>>>
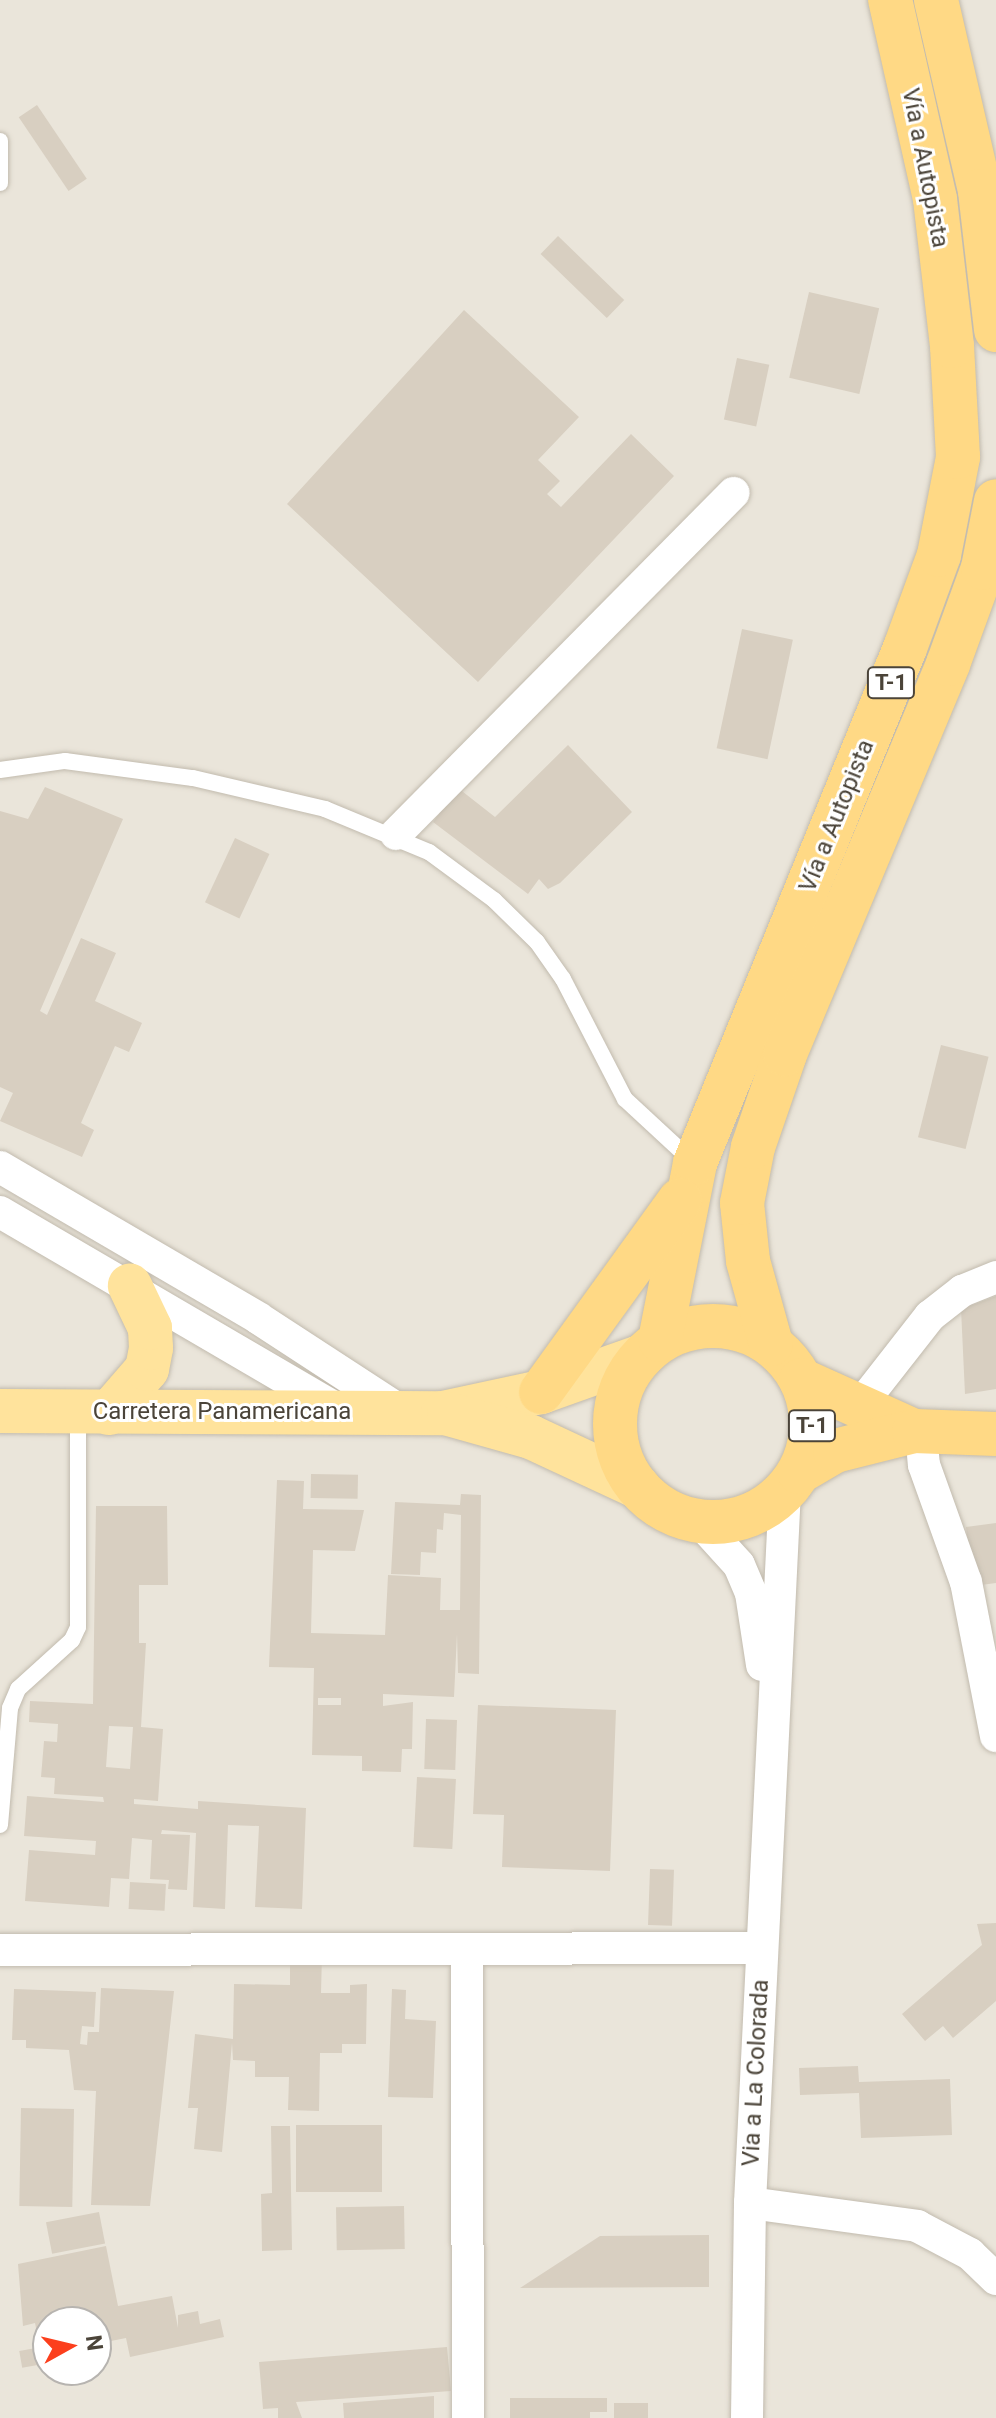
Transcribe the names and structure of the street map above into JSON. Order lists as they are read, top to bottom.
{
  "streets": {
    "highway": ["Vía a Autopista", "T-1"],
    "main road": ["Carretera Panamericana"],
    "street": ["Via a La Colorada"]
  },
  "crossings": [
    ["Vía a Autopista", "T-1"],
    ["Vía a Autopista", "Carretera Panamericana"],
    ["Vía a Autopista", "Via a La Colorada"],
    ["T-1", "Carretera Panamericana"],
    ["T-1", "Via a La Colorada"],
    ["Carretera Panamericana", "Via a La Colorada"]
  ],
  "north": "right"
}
<<<
>>>
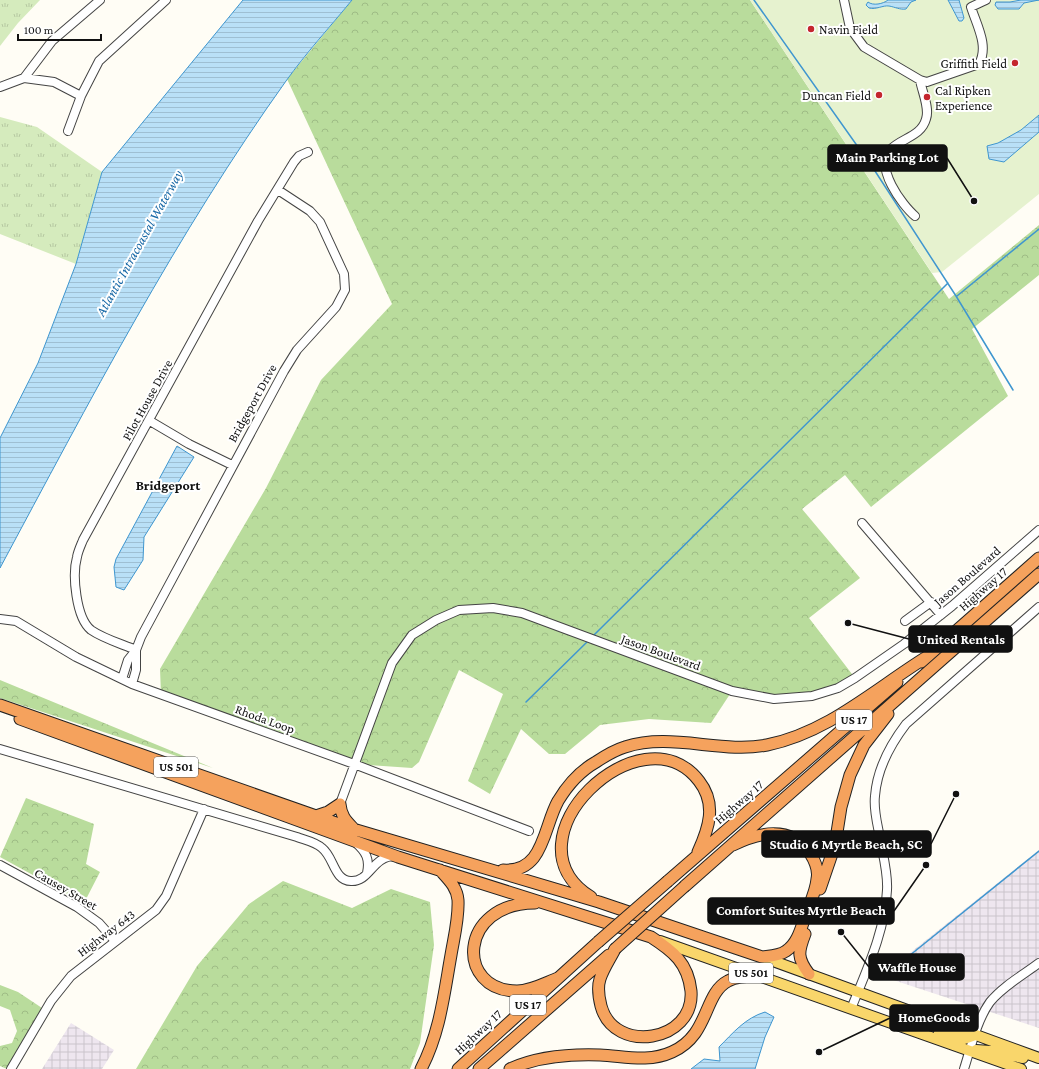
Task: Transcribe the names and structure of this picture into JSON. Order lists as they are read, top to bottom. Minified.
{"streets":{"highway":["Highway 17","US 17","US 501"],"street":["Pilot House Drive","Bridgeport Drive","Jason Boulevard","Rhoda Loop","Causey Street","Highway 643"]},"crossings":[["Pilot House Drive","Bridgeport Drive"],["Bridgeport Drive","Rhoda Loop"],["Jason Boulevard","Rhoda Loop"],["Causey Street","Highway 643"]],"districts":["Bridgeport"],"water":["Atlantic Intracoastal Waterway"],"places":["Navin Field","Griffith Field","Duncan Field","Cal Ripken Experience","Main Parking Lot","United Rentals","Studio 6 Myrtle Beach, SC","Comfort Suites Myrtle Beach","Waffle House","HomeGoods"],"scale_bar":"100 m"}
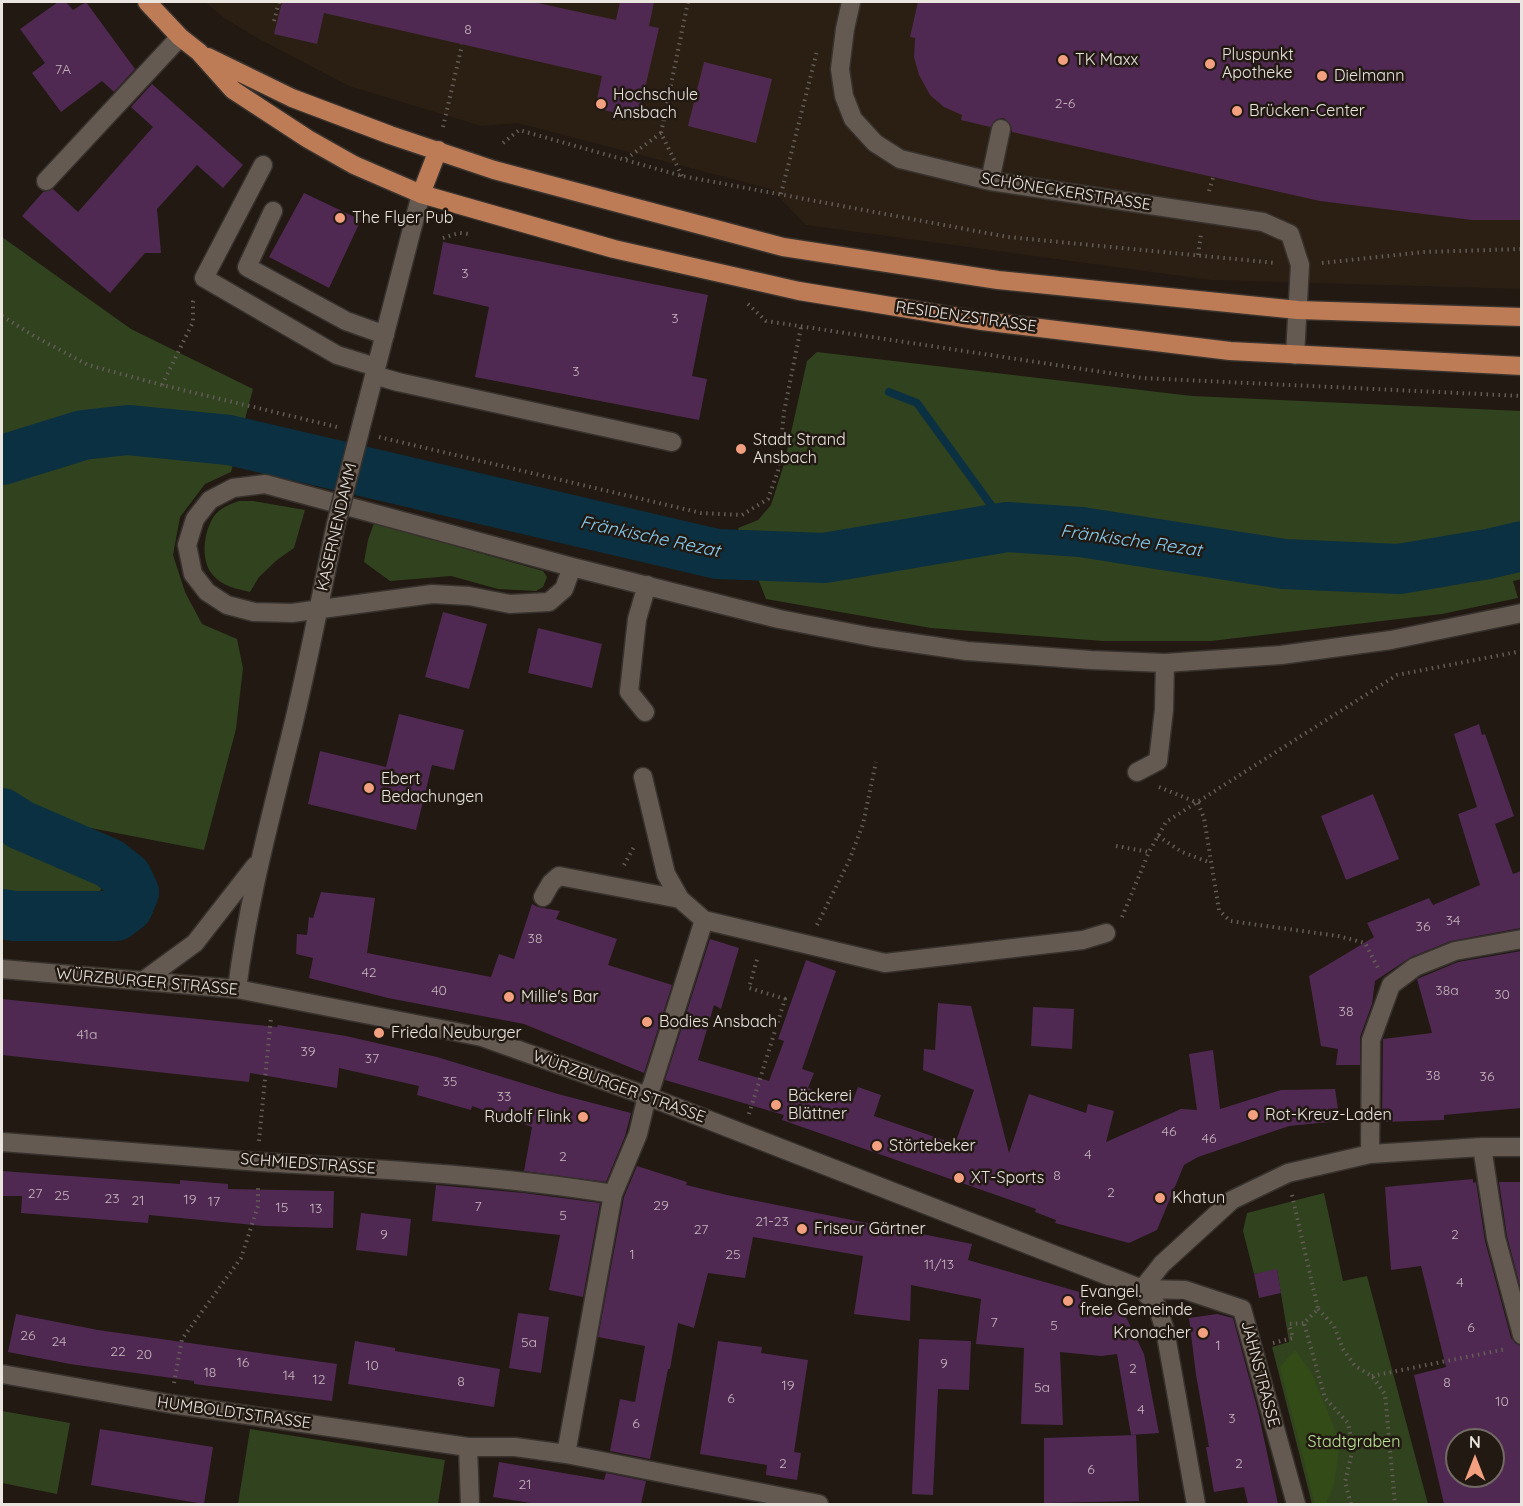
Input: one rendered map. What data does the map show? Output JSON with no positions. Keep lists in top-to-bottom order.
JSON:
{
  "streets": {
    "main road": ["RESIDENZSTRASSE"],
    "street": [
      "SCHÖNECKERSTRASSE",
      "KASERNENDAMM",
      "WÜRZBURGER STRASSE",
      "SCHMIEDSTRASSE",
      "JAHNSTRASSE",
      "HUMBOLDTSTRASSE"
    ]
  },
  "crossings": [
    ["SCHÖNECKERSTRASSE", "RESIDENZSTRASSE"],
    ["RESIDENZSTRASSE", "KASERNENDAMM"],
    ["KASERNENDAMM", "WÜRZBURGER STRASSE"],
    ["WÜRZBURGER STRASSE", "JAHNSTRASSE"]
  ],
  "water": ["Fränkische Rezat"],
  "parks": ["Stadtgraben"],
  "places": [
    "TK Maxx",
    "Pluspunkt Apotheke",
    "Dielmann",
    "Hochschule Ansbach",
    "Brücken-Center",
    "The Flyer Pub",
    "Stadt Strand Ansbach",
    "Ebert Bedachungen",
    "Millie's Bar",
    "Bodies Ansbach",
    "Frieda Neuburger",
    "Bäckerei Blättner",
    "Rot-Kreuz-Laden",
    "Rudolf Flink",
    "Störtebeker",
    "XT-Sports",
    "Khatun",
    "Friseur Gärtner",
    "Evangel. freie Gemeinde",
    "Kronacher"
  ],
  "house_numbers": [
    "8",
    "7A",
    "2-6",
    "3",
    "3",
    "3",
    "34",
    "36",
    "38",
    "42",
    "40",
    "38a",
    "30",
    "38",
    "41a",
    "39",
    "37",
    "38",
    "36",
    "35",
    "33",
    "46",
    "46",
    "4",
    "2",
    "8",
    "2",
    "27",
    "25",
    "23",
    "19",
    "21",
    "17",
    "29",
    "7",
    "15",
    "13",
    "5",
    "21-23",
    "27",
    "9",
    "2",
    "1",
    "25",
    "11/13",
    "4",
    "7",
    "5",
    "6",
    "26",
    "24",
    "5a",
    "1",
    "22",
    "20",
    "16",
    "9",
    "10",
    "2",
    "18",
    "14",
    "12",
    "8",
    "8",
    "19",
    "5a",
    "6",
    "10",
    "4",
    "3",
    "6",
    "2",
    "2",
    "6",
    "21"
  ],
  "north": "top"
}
<<<
**Task to carry out**
All lines above starting at the one with "Task: Transcribe the" and ending at the one with "Input: one rendered", inclusive, are to be printed again exactly, with the pictures left out.

**Written reply**
Task: Transcribe the names and structure of this picture into JSON. Order lists as they are read, top to bottom. Minified.
{"streets":{"highway":["Highway 17","US 17","US 501"],"street":["Pilot House Drive","Bridgeport Drive","Jason Boulevard","Rhoda Loop","Causey Street","Highway 643"]},"crossings":[["Pilot House Drive","Bridgeport Drive"],["Bridgeport Drive","Rhoda Loop"],["Jason Boulevard","Rhoda Loop"],["Causey Street","Highway 643"]],"districts":["Bridgeport"],"water":["Atlantic Intracoastal Waterway"],"places":["Navin Field","Griffith Field","Duncan Field","Cal Ripken Experience","Main Parking Lot","United Rentals","Studio 6 Myrtle Beach, SC","Comfort Suites Myrtle Beach","Waffle House","HomeGoods"],"scale_bar":"100 m"}
Input: one rendered map. What data does the map show? Output JSON with no positions. Keep lists in top-to-bottom order.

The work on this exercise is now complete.